Best way to build a GHC backend?

Venerable Haskell Hackers, I love Haskell and think it should run everywhere. Now supposing I would like to build another backend for GHC, perhaps for Java Bytecode, .Net CIL, or JavaScript, What would be the best way to approach that? I can think of a few options: 1. Produce External Core with -fext-core and compile that with a completely separate compiler 2. Use the GHC apis to build a compiler that reuses a load of GHC's code, but has it's own backend 3. Add a new backend directly into GHC Any other options? While I'm on the subject, why has Haskell not been ported to the likes of the JVM, .NET CLR, or JavaScript? Are Haskell's non-strict semantics just too different from the semantics of these other platforms? SPJ is known for saying that Haskell's plan for world domination is support for many parallelism/concurrency idioms. I believe running on many platforms is just as important. From my point of view, languages that cannot run on one of the 3 aforementioned platforms will become irrelevant. (with the exception of C, of course). Thoughts? --J Arthur

As to your porting of Haskell to the JVM question; the JVM would be unable
to perform all the optimizations that GHC can do. There is really not much
point in running slow code.
JavaScript is interesting since the JIT compiler gets better all the time.

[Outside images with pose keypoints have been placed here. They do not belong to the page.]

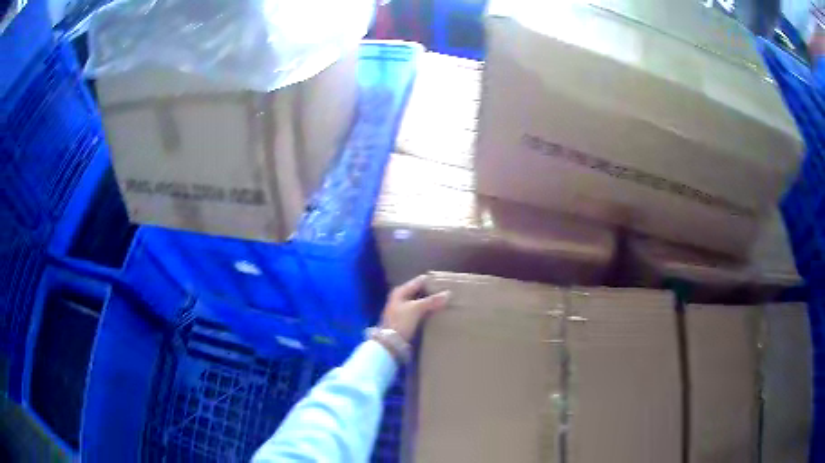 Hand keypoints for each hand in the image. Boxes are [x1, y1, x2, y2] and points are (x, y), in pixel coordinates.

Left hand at [380, 275, 450, 341]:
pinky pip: (420, 310)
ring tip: (446, 302)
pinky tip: (437, 312)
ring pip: (421, 301)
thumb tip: (448, 293)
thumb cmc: (401, 322)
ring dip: (431, 302)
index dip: (432, 281)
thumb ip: (432, 301)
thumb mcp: (416, 309)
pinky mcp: (406, 318)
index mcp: (401, 291)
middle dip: (433, 292)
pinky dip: (428, 309)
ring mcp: (403, 308)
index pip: (420, 281)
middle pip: (420, 291)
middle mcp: (401, 297)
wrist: (390, 342)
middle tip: (449, 293)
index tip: (447, 283) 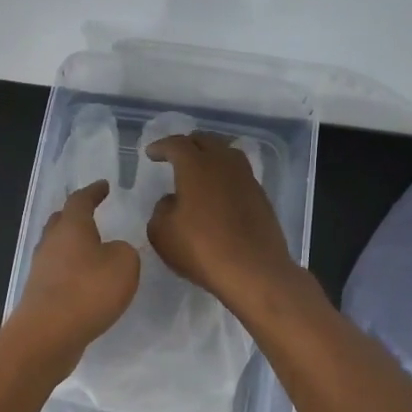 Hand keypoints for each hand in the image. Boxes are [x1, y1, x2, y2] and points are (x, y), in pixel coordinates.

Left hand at [11, 181, 139, 361]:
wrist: (48, 334)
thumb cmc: (88, 291)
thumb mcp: (125, 264)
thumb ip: (124, 251)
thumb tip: (111, 252)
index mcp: (71, 226)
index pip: (81, 200)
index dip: (93, 191)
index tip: (104, 186)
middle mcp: (51, 242)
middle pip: (61, 221)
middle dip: (76, 215)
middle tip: (91, 213)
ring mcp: (41, 269)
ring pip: (57, 247)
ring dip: (72, 245)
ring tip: (90, 249)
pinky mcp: (39, 294)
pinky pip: (57, 272)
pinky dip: (70, 270)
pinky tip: (83, 281)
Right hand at [145, 133, 299, 309]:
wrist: (253, 271)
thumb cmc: (201, 249)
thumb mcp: (162, 233)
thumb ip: (161, 210)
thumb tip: (172, 201)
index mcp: (196, 166)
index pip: (177, 144)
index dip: (162, 146)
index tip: (151, 153)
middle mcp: (224, 164)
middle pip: (206, 141)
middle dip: (188, 144)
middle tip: (175, 154)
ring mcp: (246, 179)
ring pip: (227, 153)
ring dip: (210, 154)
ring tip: (199, 166)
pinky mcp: (260, 196)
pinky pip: (239, 173)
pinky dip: (224, 174)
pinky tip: (218, 190) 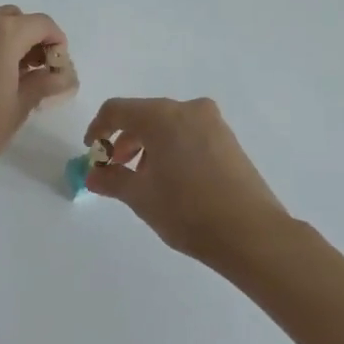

On Sat, Jul 7, 2012 at 10:02 PM, Jonathan Geddes
Venerable Haskell Hackers,
I love Haskell and think it should run everywhere. Now supposing I would like to build another backend for GHC, perhaps for Java Bytecode, .Net CIL, or JavaScript, What would be the best way to approach that? I can think of a few options:
1. Produce External Core with -fext-core and compile that with a completely separate compiler 2. Use the GHC apis to build a compiler that reuses a load of GHC's code, but has it's own backend 3. Add a new backend directly into GHC
Any other options?
While I'm on the subject, why has Haskell not been ported to the likes of the JVM, .NET CLR, or JavaScript? Are Haskell's non-strict semantics just too different from the semantics of these other platforms?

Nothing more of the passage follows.